Несмотря на все это, она ненавидела слушать и неохотно отвечала на вопросы. В апреле я отправился на встречу с ней в Нью-Йорк, где у нее был маленький городской особняк, и она более или менее прямо сказала мне, что я могу оказаться последним человеком на земле, с кем она говорит. К тому времени у нее нашли двенадцать различных опухолей, и один из врачей спросил, скорее желая подбодрить, в силах ли она объяснить, почему до сих пор жива. Ответ у нее был. Она продолжала жить, чтобы обвинять исламистов, и обвинять настолько оскорбительно и прямо, насколько возможно. Исчезла худощавая молодая женщина, некогда отдавшая дань романтике «третьего мира» и левых партизан. Вместо нее была миниатюрная высохшая итальянская синьора в черном (в самом деле восклицавшая «Мамма миа!»), неистово носившаяся по крошечной кухне, готовя мне самую жирную колбасу из всех, что я когда-либо ел, и утверждавшая, что мусульманские иммигранты в Европе — авангард нового исламского завоевания. «Сыны Аллаха плодятся как крысы» — далеко не самое сильное выражение из ее знаменитой полемической книги «Ярость и гордость», написанной в свете сполохов 11 сентября 2001 года и ставшей в Италии бестселлером. Она получила свою долю желаемого после долгого и угнетающего отхода от дел из-за болезни. Она снова сделалась известной, на нее обрушились иски оскорбленных групп, пытавшихся заставить ее замолчать, и она сумела вернуться на первые страницы. Одержимость гигиеной и плодовитостью других — скверный знак: речь Орианы (фактически даже не речь, поскольку она едва дышала) пестрела ругательствами. Некоторые из них приведу по-итальянски — «brutto stronzo», «vaffanculo», — а другие опущу. Несогласные с ней или не видящие такой же, как она, опасности были всего-навсего «cretini» и «disgraciatti». Словно ты оказался в аэродинамической трубе площадной брани. Другим плохим знаком было то, что она начала говорить о себе в третьем лице: «Фаллачи».
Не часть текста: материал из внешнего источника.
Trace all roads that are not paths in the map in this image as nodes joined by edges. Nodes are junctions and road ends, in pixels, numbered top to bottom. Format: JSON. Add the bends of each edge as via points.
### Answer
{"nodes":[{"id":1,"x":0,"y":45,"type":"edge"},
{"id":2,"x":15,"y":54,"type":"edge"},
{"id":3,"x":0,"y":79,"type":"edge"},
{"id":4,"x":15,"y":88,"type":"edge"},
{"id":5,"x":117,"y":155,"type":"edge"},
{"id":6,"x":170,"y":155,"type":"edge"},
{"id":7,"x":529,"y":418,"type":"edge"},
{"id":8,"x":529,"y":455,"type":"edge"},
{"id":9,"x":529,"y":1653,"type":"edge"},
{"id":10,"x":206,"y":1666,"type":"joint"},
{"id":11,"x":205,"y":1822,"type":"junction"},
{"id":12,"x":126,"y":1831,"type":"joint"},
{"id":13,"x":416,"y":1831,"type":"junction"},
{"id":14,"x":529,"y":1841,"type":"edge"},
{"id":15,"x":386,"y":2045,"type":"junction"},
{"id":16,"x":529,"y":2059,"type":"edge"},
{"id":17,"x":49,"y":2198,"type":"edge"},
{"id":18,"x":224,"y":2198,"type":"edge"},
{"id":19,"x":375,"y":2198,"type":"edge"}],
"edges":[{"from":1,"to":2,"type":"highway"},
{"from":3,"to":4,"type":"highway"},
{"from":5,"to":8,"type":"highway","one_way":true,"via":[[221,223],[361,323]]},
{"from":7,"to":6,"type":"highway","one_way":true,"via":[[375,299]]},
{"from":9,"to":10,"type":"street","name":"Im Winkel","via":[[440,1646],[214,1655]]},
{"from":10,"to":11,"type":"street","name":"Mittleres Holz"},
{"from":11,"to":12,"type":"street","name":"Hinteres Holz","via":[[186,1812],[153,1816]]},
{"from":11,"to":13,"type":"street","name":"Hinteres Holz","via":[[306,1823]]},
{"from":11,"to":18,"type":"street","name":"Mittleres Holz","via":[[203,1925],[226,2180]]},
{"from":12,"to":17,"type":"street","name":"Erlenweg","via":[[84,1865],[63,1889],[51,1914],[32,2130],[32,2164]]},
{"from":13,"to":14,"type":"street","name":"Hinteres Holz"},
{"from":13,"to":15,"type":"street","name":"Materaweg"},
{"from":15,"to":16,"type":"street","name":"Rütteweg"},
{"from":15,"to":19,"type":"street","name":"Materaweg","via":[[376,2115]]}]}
Всю жизнь она боролась с любыми проявлениями клерикализма и фундаментализма, а теперь отвращение и ненависть к исламу бросили ее в объятия церкви. Она сказала мне, что новый папа, которого она назвала просто «Ратцингер», дал ей одну из своих первых личных аудиенций. «Он восхитителен! Он целиком и полностью со мной согласен!», но помимо заверений, что его святейшество на ее стороне, больше не сказала мне об их разговоре ни слова. Четыре месяца спустя, почти в тот самый день, когда Ориана умирала, папа действительно произнес знаменитую речь, в которой обратился к средневековым аргументам против ислама и сумел разжечь гнев, еще на шаг приблизивший нас к подлинному столкновению цивилизаций. Однако на сей раз мы были лишены оценки его взглядов со стороны Фаллачи или удовольствия видеть его принужденным объясняться или оправдываться перед ней. Ей удалось совершить свой последний «прорыв» и сохранить его только для себя.